Repeat all of the data word for word so that only the pictures are missing from the copy.

[[ PROVIDED DATA, beginning ]]

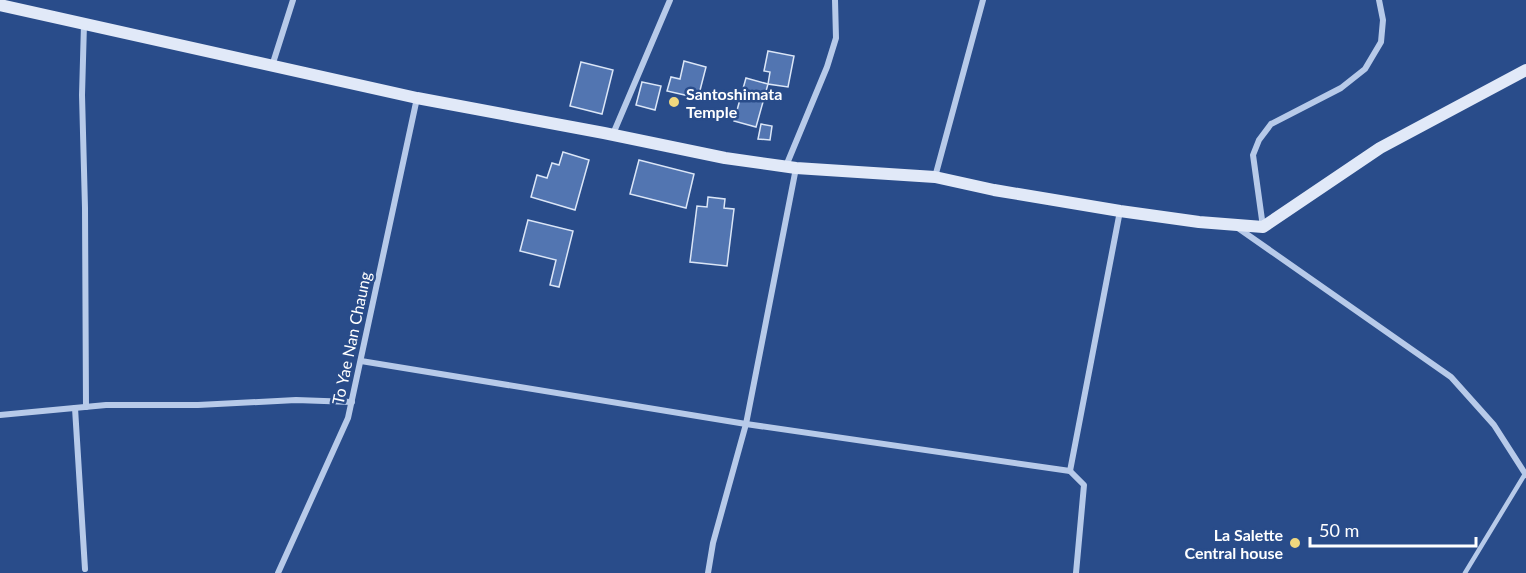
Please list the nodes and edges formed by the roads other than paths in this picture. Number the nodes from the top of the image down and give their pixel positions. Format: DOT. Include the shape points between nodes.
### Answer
graph roads {
  1 [pos="293,0"];
  2 [pos="670,0"];
  3 [pos="834,0"];
  4 [pos="983,0"];
  5 [pos="1379,0"];
  6 [pos="0,5"];
  7 [pos="84,24"];
  8 [pos="272,66"];
  9 [pos="1526,70"];
  10 [pos="417,98"];
  11 [pos="613,135"];
  12 [pos="791,168"];
  13 [pos="935,177"];
  14 [pos="1120,211"];
  15 [pos="1236,226"];
  16 [pos="1263,227"];
  17 [pos="361,361"];
  18 [pos="352,402"];
  19 [pos="86,407"];
  20 [pos="75,408"];
  21 [pos="0,415"];
  22 [pos="746,424"];
  23 [pos="1070,471"];
  24 [pos="1526,475"];
  25 [pos="85,569"];
  26 [pos="278,573"];
  27 [pos="708,573"];
  28 [pos="1076,573"];
  29 [pos="1465,573"];
  1 -- 8 [label="street"];
  2 -- 11 [label="street"];
  3 -- 12 [label="street" via="836,38"];
  4 -- 13 [label="street"];
  5 -- 16 [label="street" via="1382,42 1365,69 1341,88 1271,124 1259,140 1253,155"];
  6 -- 7 [label="street"];
  7 -- 8 [label="street"];
  7 -- 19 [label="street"];
  8 -- 10 [label="street"];
  9 -- 16 [label="street" via="1380,148"];
  10 -- 11 [label="street"];
  10 -- 17 [label="street, To Yae Nan Chaung"];
  11 -- 12 [label="street"];
  12 -- 13 [label="street"];
  12 -- 22 [label="street"];
  13 -- 14 [label="street"];
  14 -- 15 [label="street"];
  14 -- 23 [label="street"];
  15 -- 16 [label="street"];
  15 -- 24 [label="street" via="1451,377 1494,424"];
  17 -- 18 [label="street, To Yae Nan Chaung"];
  17 -- 22 [label="street"];
  18 -- 19 [label="street" via="296,400"];
  18 -- 26 [label="street, To Yae Nan Chaung"];
  19 -- 20 [label="street"];
  20 -- 21 [label="street"];
  20 -- 25 [label="street"];
  22 -- 23 [label="street"];
  22 -- 27 [label="street"];
  23 -- 28 [label="street" via="1084,485"];
  24 -- 29 [label="lane"];
}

[[ PROVIDED DATA, end ]]

▶ [EXERCISE OUTPUT]:
Please list the nodes and edges formed by the roads other than paths in this picture. Number the nodes from the top of the image down and give their pixel positions. Format: DOT. Include the shape points between nodes.
### Answer
graph roads {
  1 [pos="293,0"];
  2 [pos="670,0"];
  3 [pos="834,0"];
  4 [pos="983,0"];
  5 [pos="1379,0"];
  6 [pos="0,5"];
  7 [pos="84,24"];
  8 [pos="272,66"];
  9 [pos="1526,70"];
  10 [pos="417,98"];
  11 [pos="613,135"];
  12 [pos="791,168"];
  13 [pos="935,177"];
  14 [pos="1120,211"];
  15 [pos="1236,226"];
  16 [pos="1263,227"];
  17 [pos="361,361"];
  18 [pos="352,402"];
  19 [pos="86,407"];
  20 [pos="75,408"];
  21 [pos="0,415"];
  22 [pos="746,424"];
  23 [pos="1070,471"];
  24 [pos="1526,475"];
  25 [pos="85,569"];
  26 [pos="278,573"];
  27 [pos="708,573"];
  28 [pos="1076,573"];
  29 [pos="1465,573"];
  1 -- 8 [label="street"];
  2 -- 11 [label="street"];
  3 -- 12 [label="street" via="836,38"];
  4 -- 13 [label="street"];
  5 -- 16 [label="street" via="1382,42 1365,69 1341,88 1271,124 1259,140 1253,155"];
  6 -- 7 [label="street"];
  7 -- 8 [label="street"];
  7 -- 19 [label="street"];
  8 -- 10 [label="street"];
  9 -- 16 [label="street" via="1380,148"];
  10 -- 11 [label="street"];
  10 -- 17 [label="street, To Yae Nan Chaung"];
  11 -- 12 [label="street"];
  12 -- 13 [label="street"];
  12 -- 22 [label="street"];
  13 -- 14 [label="street"];
  14 -- 15 [label="street"];
  14 -- 23 [label="street"];
  15 -- 16 [label="street"];
  15 -- 24 [label="street" via="1451,377 1494,424"];
  17 -- 18 [label="street, To Yae Nan Chaung"];
  17 -- 22 [label="street"];
  18 -- 19 [label="street" via="296,400"];
  18 -- 26 [label="street, To Yae Nan Chaung"];
  19 -- 20 [label="street"];
  20 -- 21 [label="street"];
  20 -- 25 [label="street"];
  22 -- 23 [label="street"];
  22 -- 27 [label="street"];
  23 -- 28 [label="street" via="1084,485"];
  24 -- 29 [label="lane"];
}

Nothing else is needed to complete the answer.